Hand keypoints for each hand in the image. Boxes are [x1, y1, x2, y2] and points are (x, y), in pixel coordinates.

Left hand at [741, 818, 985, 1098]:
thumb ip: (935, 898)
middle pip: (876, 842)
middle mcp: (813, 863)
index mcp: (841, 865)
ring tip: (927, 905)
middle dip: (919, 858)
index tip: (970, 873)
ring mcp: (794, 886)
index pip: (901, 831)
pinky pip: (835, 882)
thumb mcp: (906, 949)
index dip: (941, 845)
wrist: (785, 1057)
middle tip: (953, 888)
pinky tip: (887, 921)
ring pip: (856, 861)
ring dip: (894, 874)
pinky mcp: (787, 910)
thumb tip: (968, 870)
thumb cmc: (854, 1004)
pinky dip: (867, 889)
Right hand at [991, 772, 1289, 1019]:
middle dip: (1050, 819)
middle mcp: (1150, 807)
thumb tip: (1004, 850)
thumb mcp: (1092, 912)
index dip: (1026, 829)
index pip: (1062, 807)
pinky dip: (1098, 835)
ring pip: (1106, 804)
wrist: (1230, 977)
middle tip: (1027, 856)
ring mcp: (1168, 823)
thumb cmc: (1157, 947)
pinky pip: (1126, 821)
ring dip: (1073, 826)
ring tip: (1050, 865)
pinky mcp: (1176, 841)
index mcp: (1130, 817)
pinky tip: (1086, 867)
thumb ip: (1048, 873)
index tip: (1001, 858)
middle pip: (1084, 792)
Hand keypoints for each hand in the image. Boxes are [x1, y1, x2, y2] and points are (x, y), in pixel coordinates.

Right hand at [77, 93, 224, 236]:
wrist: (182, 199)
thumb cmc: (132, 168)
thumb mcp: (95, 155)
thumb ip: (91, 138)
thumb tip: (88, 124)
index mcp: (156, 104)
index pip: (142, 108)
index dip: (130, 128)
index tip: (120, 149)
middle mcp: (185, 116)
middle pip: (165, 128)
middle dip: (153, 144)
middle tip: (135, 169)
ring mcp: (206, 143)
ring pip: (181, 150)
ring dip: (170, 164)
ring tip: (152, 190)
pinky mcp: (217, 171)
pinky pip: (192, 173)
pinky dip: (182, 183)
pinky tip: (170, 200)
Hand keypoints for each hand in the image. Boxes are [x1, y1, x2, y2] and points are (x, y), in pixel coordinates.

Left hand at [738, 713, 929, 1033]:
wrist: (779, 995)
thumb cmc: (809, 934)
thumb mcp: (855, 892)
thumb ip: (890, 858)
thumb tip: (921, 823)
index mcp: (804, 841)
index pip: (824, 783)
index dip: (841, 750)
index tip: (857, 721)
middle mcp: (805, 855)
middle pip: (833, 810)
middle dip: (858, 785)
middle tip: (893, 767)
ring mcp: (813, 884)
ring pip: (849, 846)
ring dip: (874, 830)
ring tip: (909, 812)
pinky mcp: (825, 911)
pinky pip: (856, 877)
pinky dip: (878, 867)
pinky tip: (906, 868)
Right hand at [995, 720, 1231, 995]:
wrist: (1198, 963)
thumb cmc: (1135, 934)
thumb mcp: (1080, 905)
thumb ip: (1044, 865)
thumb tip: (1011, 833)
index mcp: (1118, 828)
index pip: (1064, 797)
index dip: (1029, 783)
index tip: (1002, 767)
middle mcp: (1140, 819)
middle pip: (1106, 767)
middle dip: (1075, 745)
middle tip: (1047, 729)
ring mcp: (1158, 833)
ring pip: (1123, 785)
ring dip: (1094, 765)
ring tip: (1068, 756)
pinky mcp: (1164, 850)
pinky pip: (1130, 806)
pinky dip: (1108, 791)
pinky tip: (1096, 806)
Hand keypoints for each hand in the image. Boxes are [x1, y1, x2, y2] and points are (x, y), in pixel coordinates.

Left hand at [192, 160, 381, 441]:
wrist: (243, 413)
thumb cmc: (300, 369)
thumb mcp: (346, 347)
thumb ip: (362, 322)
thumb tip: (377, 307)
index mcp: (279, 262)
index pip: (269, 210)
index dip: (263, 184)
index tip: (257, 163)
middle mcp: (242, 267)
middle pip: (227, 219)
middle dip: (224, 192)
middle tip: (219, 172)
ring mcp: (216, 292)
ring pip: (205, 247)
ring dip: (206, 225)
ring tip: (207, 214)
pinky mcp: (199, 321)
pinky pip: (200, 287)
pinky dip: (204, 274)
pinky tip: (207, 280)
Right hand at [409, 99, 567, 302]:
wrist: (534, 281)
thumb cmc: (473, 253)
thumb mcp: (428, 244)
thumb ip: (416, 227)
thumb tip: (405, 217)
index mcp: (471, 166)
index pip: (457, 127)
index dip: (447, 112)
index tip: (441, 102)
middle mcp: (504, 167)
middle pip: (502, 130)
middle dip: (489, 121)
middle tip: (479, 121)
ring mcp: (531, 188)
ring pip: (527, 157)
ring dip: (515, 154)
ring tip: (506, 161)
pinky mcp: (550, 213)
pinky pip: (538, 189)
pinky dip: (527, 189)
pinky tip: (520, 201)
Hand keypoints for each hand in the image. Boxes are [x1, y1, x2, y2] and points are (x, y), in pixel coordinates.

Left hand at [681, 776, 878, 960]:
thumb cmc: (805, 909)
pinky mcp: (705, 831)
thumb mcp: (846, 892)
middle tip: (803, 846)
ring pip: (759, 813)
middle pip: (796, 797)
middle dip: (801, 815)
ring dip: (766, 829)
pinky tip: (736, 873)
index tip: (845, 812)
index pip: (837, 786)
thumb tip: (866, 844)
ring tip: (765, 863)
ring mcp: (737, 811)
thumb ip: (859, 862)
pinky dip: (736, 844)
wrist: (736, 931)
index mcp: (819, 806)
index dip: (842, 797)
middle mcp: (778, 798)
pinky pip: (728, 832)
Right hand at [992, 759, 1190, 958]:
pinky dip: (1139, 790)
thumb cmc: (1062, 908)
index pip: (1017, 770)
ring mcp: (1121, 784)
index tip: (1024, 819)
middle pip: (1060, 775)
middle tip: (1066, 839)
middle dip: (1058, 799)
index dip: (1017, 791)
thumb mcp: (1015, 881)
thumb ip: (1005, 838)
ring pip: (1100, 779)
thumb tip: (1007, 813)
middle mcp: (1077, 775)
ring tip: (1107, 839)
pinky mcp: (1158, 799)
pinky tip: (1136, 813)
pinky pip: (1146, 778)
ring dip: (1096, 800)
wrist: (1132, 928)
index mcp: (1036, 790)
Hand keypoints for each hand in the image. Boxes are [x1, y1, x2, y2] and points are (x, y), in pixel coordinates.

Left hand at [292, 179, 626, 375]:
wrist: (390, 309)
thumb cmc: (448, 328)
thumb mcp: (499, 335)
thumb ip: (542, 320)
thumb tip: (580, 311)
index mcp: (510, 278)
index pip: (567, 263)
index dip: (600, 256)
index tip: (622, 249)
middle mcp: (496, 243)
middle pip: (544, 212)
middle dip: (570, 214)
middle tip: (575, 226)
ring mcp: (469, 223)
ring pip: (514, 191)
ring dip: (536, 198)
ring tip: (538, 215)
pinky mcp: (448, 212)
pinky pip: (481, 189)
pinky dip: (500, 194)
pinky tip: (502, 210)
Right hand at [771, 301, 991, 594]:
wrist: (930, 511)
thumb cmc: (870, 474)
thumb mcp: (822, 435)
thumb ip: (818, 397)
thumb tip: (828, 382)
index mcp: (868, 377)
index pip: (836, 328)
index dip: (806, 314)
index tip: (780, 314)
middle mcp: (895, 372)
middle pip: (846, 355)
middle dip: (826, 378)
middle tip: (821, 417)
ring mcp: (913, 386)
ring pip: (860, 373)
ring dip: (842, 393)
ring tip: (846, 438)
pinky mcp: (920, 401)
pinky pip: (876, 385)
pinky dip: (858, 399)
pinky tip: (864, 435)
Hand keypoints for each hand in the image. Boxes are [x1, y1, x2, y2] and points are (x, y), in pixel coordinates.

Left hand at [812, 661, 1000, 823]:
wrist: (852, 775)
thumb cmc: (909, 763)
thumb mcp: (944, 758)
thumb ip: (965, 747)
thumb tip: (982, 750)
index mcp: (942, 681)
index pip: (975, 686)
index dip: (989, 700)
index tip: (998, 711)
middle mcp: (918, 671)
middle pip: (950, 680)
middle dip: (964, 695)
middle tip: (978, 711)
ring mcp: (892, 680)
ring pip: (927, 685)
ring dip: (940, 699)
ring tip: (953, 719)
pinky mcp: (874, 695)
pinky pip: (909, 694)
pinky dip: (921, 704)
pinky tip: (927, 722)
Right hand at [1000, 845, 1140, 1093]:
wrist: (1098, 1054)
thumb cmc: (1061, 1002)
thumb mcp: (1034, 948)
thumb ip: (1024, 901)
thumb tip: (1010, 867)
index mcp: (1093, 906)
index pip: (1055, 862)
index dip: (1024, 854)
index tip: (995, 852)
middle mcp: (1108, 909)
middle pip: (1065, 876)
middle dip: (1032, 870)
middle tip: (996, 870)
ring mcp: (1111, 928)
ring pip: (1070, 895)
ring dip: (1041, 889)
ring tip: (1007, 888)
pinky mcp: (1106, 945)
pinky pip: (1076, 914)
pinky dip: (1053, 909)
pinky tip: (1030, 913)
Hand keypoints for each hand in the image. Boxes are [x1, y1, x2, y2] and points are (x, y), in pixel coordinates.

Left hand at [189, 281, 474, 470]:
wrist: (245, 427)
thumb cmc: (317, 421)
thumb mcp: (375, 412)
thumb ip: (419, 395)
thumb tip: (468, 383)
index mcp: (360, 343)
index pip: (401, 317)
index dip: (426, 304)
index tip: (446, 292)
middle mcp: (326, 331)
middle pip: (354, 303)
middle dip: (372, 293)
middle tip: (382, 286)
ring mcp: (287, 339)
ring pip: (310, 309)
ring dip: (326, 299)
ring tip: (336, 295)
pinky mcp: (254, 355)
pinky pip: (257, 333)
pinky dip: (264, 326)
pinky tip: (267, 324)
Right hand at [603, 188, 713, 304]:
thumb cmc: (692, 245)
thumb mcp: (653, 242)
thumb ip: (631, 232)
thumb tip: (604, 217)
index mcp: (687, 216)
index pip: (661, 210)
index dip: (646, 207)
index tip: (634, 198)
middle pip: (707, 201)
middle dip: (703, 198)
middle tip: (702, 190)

──────────────────────────────

→ **What needs to be done**:
Check each line above for the string "Right", then copy the ones that have it.

→ **The answer**:
Right hand at [991, 772, 1289, 1019]:
Right hand at [77, 93, 224, 236]:
Right hand at [995, 720, 1231, 995]:
Right hand at [409, 99, 567, 302]:
Right hand at [992, 759, 1190, 958]:
Right hand at [771, 301, 991, 594]:
Right hand at [1000, 845, 1140, 1093]:
Right hand at [603, 188, 713, 304]:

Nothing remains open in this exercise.